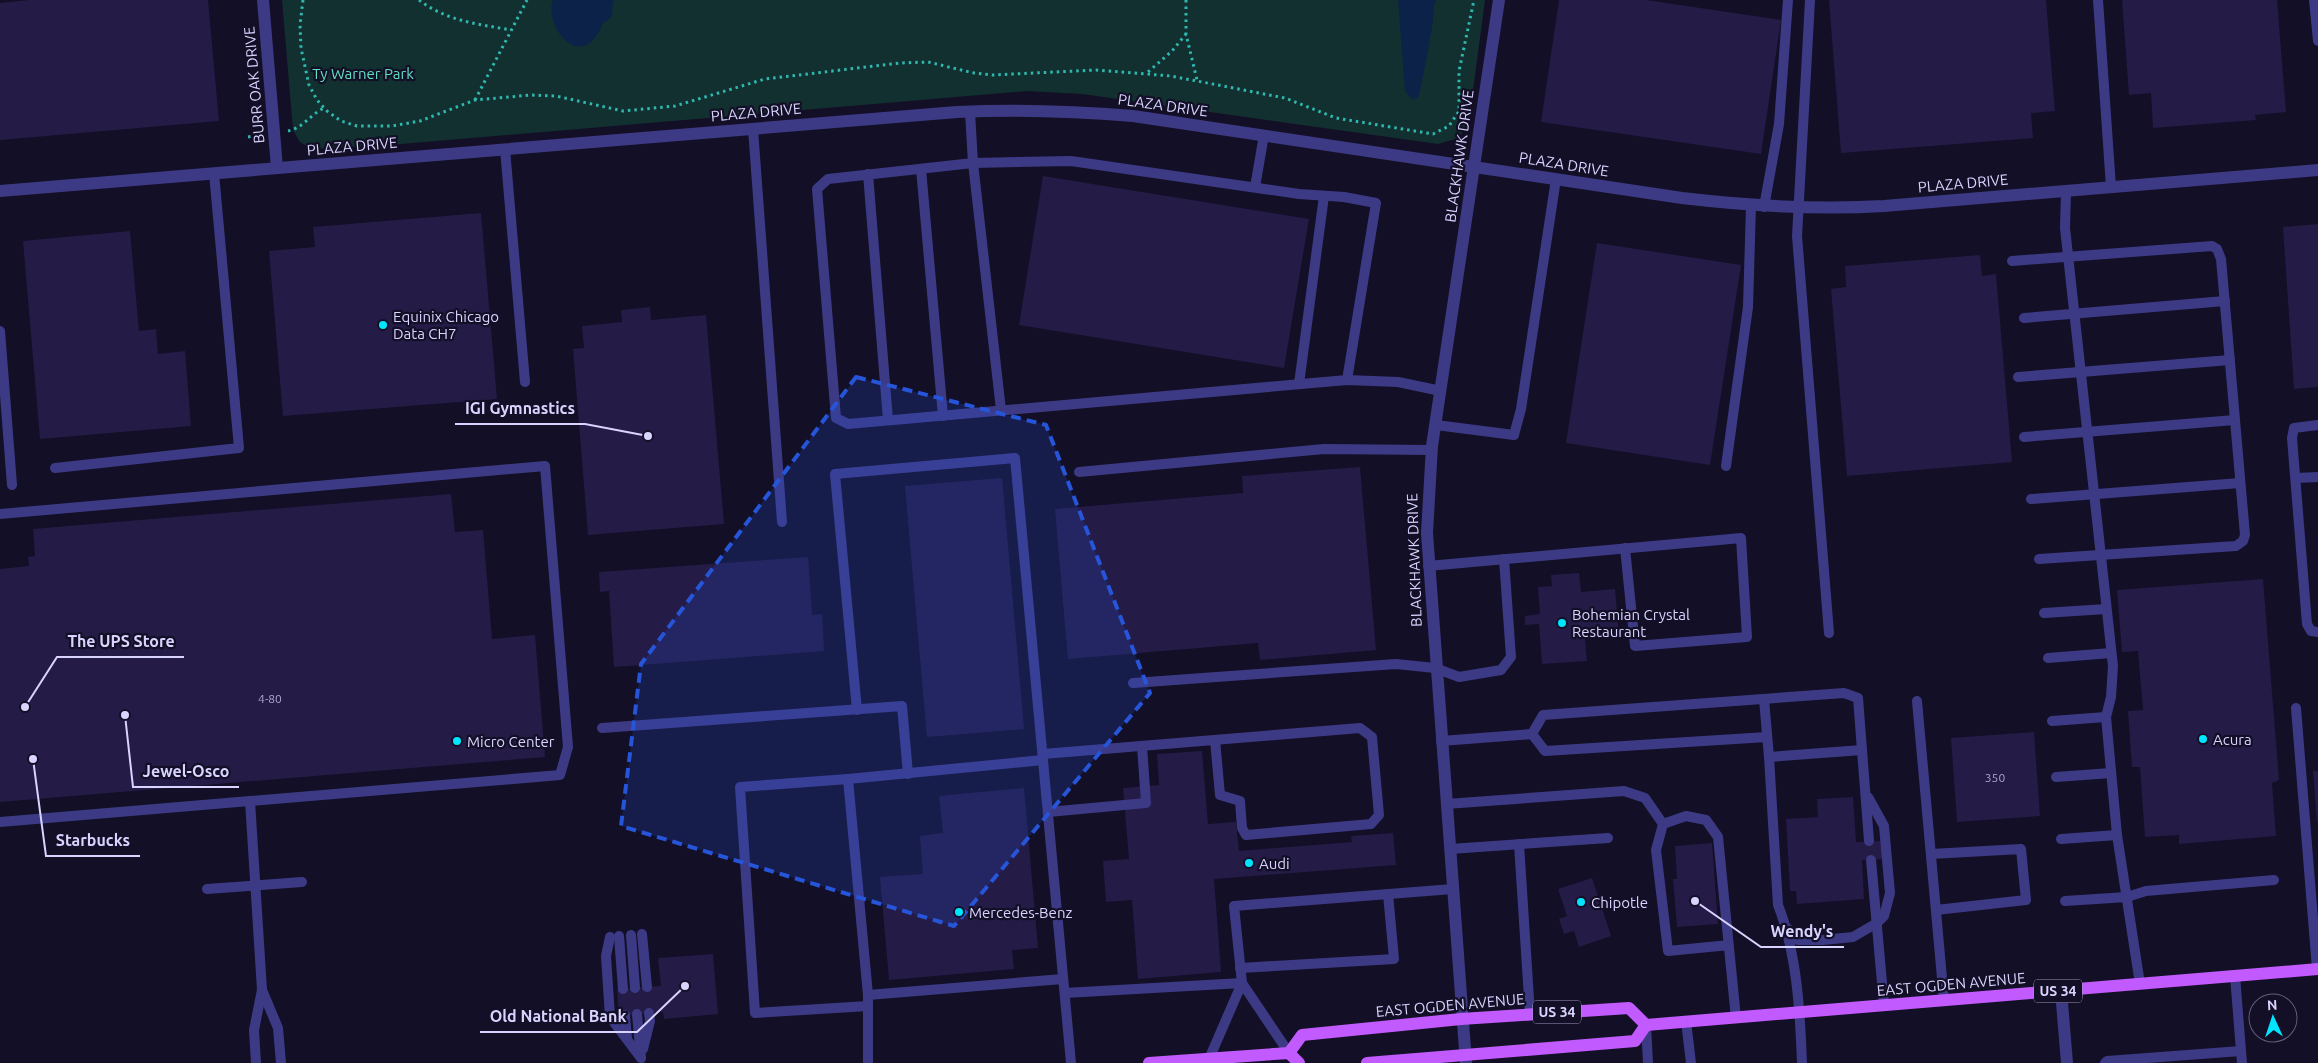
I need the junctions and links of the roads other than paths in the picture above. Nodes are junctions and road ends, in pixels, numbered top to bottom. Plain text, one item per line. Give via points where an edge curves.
1 (263, 0) edge
2 (1499, 0) edge
3 (1788, 0) edge
4 (1810, 0) edge
5 (2098, 0) edge
6 (2314, 0) edge
7 (2318, 41) edge
8 (970, 112) junction
9 (753, 129) junction
10 (1264, 135) junction
11 (505, 149) junction
12 (973, 163) junction
13 (1474, 167) junction
14 (277, 168) junction
15 (921, 169) junction
16 (2318, 170) edge
17 (214, 173) junction
18 (868, 174) junction
19 (1556, 180) junction
20 (1255, 187) junction
21 (2111, 187) junction
22 (2066, 190) junction
23 (0, 191) edge
24 (1324, 196) junction
25 (1751, 206) junction
26 (1764, 207) junction
27 (1799, 208) junction
28 (2068, 257) junction
29 (2012, 261) dead end
30 (2225, 301) junction
31 (2074, 314) junction
32 (2024, 318) dead end
33 (0, 331) edge
34 (2230, 360) junction
35 (2081, 372) junction
36 (2018, 377) dead end
37 (1348, 380) junction
38 (525, 382) dead end
39 (1299, 384) junction
40 (1441, 391) junction
41 (1001, 410) junction
42 (943, 416) junction
43 (888, 420) junction
44 (2235, 420) junction
45 (1436, 425) junction
46 (2318, 425) edge
47 (2088, 432) junction
48 (2024, 437) dead end
49 (1432, 450) junction
50 (1726, 466) dead end
51 (55, 468) dead end
52 (1079, 472) dead end
53 (2318, 477) edge
54 (2296, 478) junction
55 (2240, 483) junction
56 (12, 485) dead end
57 (2093, 494) junction
58 (2031, 499) dead end
59 (0, 514) edge
60 (782, 522) dead end
61 (1625, 548) junction
62 (2099, 555) junction
63 (1504, 559) junction
64 (2040, 559) dead end
65 (1428, 566) junction
66 (2106, 609) junction
67 (2044, 614) dead end
68 (2318, 632) edge
69 (1829, 633) dead end
70 (2111, 653) junction
71 (2048, 658) dead end
72 (1435, 668) junction
73 (1133, 683) dead end
74 (1764, 699) junction
75 (1917, 701) dead end
76 (2296, 708) dead end
77 (857, 710) junction
78 (2106, 717) junction
79 (2052, 721) dead end
80 (602, 728) dead end
81 (1532, 734) junction
82 (1767, 737) junction
83 (1216, 740) junction
84 (1441, 741) junction
85 (1142, 746) junction
86 (1862, 750) junction
87 (1043, 757) junction
88 (1769, 757) junction
89 (2111, 773) junction
90 (908, 774) junction
91 (2056, 777) dead end
92 (848, 779) junction
93 (1866, 794) junction
94 (250, 801) junction
95 (1446, 804) junction
96 (1048, 812) junction
97 (0, 822) edge
98 (1663, 824) junction
99 (2117, 835) junction
100 (1608, 838) dead end
101 (2061, 839) dead end
102 (1869, 841) dead end
103 (1519, 844) junction
104 (1450, 849) junction
105 (1931, 854) junction
106 (1871, 860) dead end
107 (2274, 880) dead end
108 (302, 882) dead end
109 (255, 886) junction
110 (207, 889) dead end
111 (1453, 889) junction
112 (1388, 894) junction
113 (2127, 897) junction
114 (2065, 901) dead end
115 (1936, 910) junction
116 (1877, 923) junction
117 (1787, 927) junction
118 (642, 934) dead end
119 (631, 935) dead end
120 (1729, 945) junction
121 (1240, 968) junction
122 (2318, 969) edge
123 (2235, 976) junction
124 (1063, 979) junction
125 (1242, 983) junction
126 (2140, 984) junction
127 (647, 987) dead end
128 (635, 988) dead end
129 (623, 989) dead end
130 (262, 990) junction
131 (2061, 991) junction
132 (1064, 993) junction
133 (868, 995) junction
134 (1944, 1000) junction
135 (1884, 1005) junction
136 (868, 1006) junction
137 (1798, 1012) junction
138 (649, 1013) dead end
139 (637, 1014) dead end
140 (1530, 1014) junction
141 (625, 1015) dead end
142 (1736, 1018) junction
143 (1461, 1019) junction
144 (1686, 1021) junction
145 (1646, 1025) junction
146 (627, 1041) junction
147 (2241, 1051) junction
148 (1289, 1053) junction
149 (1209, 1058) junction
150 (1465, 1059) edge
151 (641, 1060) edge
152 (1240, 1060) edge
153 (256, 1063) edge
154 (281, 1063) edge
155 (868, 1063) edge
156 (1071, 1063) edge
157 (1149, 1063) edge
158 (1299, 1063) edge
159 (1367, 1063) edge
160 (1374, 1063) edge
161 (1648, 1063) edge
162 (1690, 1063) edge
163 (1802, 1063) edge
164 (2067, 1063) edge
165 (2105, 1063) edge
166 (2242, 1063) edge

1 - 14 street, BURR OAK DRIVE
2 - 13 street, BLACKHAWK DRIVE
3 - 26 lane via 1779,124
4 - 27 lane
5 - 21 lane
6 - 7 lane
8 - 9 street, PLAZA DRIVE
8 - 10 street, PLAZA DRIVE via 1086,112
8 - 12 lane
9 - 11 street, PLAZA DRIVE
9 - 60 lane
10 - 13 street, PLAZA DRIVE
10 - 20 lane
11 - 14 street, PLAZA DRIVE
11 - 38 lane
12 - 15 lane
12 - 20 lane via 1071,160
12 - 41 lane
13 - 19 street, PLAZA DRIVE
13 - 40 street, BLACKHAWK DRIVE
14 - 17 street, PLAZA DRIVE
15 - 18 lane
15 - 42 lane
16 - 21 street, PLAZA DRIVE
17 - 23 street, PLAZA DRIVE
17 - 51 lane via 239,448
18 - 43 lane
18 - 43 lane via 828,179 817,189 836,418 848,424
19 - 25 street, PLAZA DRIVE
19 - 45 lane via 1521,409 1514,435
20 - 24 lane
21 - 22 street, PLAZA DRIVE
22 - 27 street, PLAZA DRIVE via 1875,206
22 - 28 lane
24 - 37 lane via 1376,204
24 - 39 lane
25 - 26 street, PLAZA DRIVE
25 - 50 lane via 1748,307
26 - 27 street, PLAZA DRIVE
27 - 69 lane via 1797,236
28 - 29 lane
28 - 30 lane via 2212,246 2221,258
28 - 31 lane
30 - 31 lane
30 - 34 lane
31 - 32 lane
31 - 35 lane
33 - 56 lane
34 - 35 lane
34 - 44 lane
35 - 36 lane
35 - 47 lane
37 - 39 lane
37 - 40 lane via 1398,382
39 - 41 lane
40 - 45 street, BLACKHAWK DRIVE
41 - 42 lane
42 - 43 lane
44 - 47 lane
44 - 55 lane
45 - 49 street, BLACKHAWK DRIVE
46 - 54 lane via 2294,428
47 - 48 lane
47 - 57 lane
49 - 52 lane via 1324,449
49 - 65 street, BLACKHAWK DRIVE
53 - 54 lane
54 - 68 lane via 2307,624 2312,631
55 - 57 lane
55 - 62 lane via 2245,535 2240,544
57 - 58 lane
57 - 62 lane
59 - 94 lane via 546,466 568,747 560,775
61 - 61 lane via 1741,538 1747,637 1635,646
61 - 63 lane
62 - 64 lane
62 - 66 lane
63 - 65 lane
63 - 72 lane via 1511,657 1501,670 1468,676 1459,677
65 - 72 street, BLACKHAWK DRIVE
66 - 67 lane
66 - 70 lane
70 - 71 lane
70 - 78 lane via 2111,697
72 - 73 lane via 1396,664
72 - 84 street, BLACKHAWK DRIVE
74 - 81 lane via 1543,714
74 - 82 lane
74 - 86 lane via 1844,693 1858,698
75 - 105 lane
76 - 122 lane
77 - 80 lane
77 - 87 lane via 835,474 1015,458
77 - 90 lane via 902,706
78 - 79 lane
78 - 89 lane
81 - 82 lane via 1544,751
81 - 84 lane
82 - 88 lane
83 - 83 lane via 1360,728 1372,737 1379,815 1371,824 1246,835 1242,828 1240,801 1220,795
83 - 85 lane
84 - 95 street, BLACKHAWK DRIVE
85 - 87 lane
85 - 96 lane via 1146,803
86 - 88 lane
86 - 93 lane
87 - 90 lane
87 - 96 lane
88 - 117 lane via 1778,905
89 - 91 lane
89 - 99 lane
90 - 92 lane
92 - 133 lane
92 - 136 lane via 740,788 755,1013
93 - 102 lane
93 - 116 lane via 1884,826 1888,852 1890,893 1884,916
94 - 97 lane
94 - 109 lane
95 - 98 lane via 1624,791 1645,798
95 - 104 street, BLACKHAWK DRIVE
96 - 124 lane
98 - 120 lane via 1686,816 1706,820 1718,836
98 - 120 lane via 1656,850 1668,951
99 - 101 lane
99 - 113 lane
100 - 103 lane
103 - 104 lane
103 - 140 lane
104 - 111 street, BLACKHAWK DRIVE
105 - 115 lane
105 - 115 lane via 2022,849 2026,900
106 - 116 lane
107 - 113 lane via 2146,891
108 - 109 lane
109 - 110 lane
109 - 130 lane
111 - 112 lane
111 - 143 street, BLACKHAWK DRIVE
112 - 121 lane via 1234,906
112 - 121 lane via 1394,959
113 - 114 lane
113 - 126 lane
115 - 134 lane
116 - 117 lane via 1854,937 1823,940 1798,940
116 - 135 lane
117 - 137 lane
118 - 127 lane
119 - 128 lane
120 - 142 lane
121 - 125 lane
122 - 123 main road, EAST OGDEN AVENUE / US 34
123 - 126 main road, EAST OGDEN AVENUE / US 34
123 - 147 lane
124 - 132 lane
124 - 133 lane
125 - 132 lane
125 - 148 lane
125 - 149 lane
126 - 131 main road, EAST OGDEN AVENUE / US 34
129 - 146 lane via 614,937 606,956 610,1017
130 - 153 lane via 254,1030
130 - 154 lane via 278,1028
131 - 134 main road, EAST OGDEN AVENUE / US 34
131 - 164 street
132 - 156 lane
133 - 136 lane
134 - 135 main road, EAST OGDEN AVENUE / US 34
135 - 137 main road, EAST OGDEN AVENUE / US 34
136 - 155 lane
137 - 142 main road, EAST OGDEN AVENUE / US 34
137 - 163 lane
138 - 151 lane
139 - 151 lane
140 - 143 main road, EAST OGDEN AVENUE / US 34
140 - 145 main road, EAST OGDEN AVENUE / US 34 via 1629,1008
141 - 146 lane
142 - 144 main road, EAST OGDEN AVENUE / US 34
143 - 148 main road, EAST OGDEN AVENUE / US 34 via 1302,1035
143 - 150 street, BLACKHAWK DRIVE
144 - 145 main road, EAST OGDEN AVENUE / US 34
144 - 162 lane
145 - 150 main road, US 34 via 1635,1041
145 - 161 lane
146 - 151 lane
147 - 165 lane
147 - 166 lane
148 - 152 main road
148 - 158 main road
149 - 152 main road
149 - 157 main road
150 - 160 main road, US 34
159 - 160 main road, US 34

**********

■ The task
Please return a copy of each line in the entries that has the string "OGDEN".

■ Exercise solution
122 - 123 main road, EAST OGDEN AVENUE / US 34
123 - 126 main road, EAST OGDEN AVENUE / US 34
126 - 131 main road, EAST OGDEN AVENUE / US 34
131 - 134 main road, EAST OGDEN AVENUE / US 34
134 - 135 main road, EAST OGDEN AVENUE / US 34
135 - 137 main road, EAST OGDEN AVENUE / US 34
137 - 142 main road, EAST OGDEN AVENUE / US 34
140 - 143 main road, EAST OGDEN AVENUE / US 34
140 - 145 main road, EAST OGDEN AVENUE / US 34 via 1629,1008
142 - 144 main road, EAST OGDEN AVENUE / US 34
143 - 148 main road, EAST OGDEN AVENUE / US 34 via 1302,1035
144 - 145 main road, EAST OGDEN AVENUE / US 34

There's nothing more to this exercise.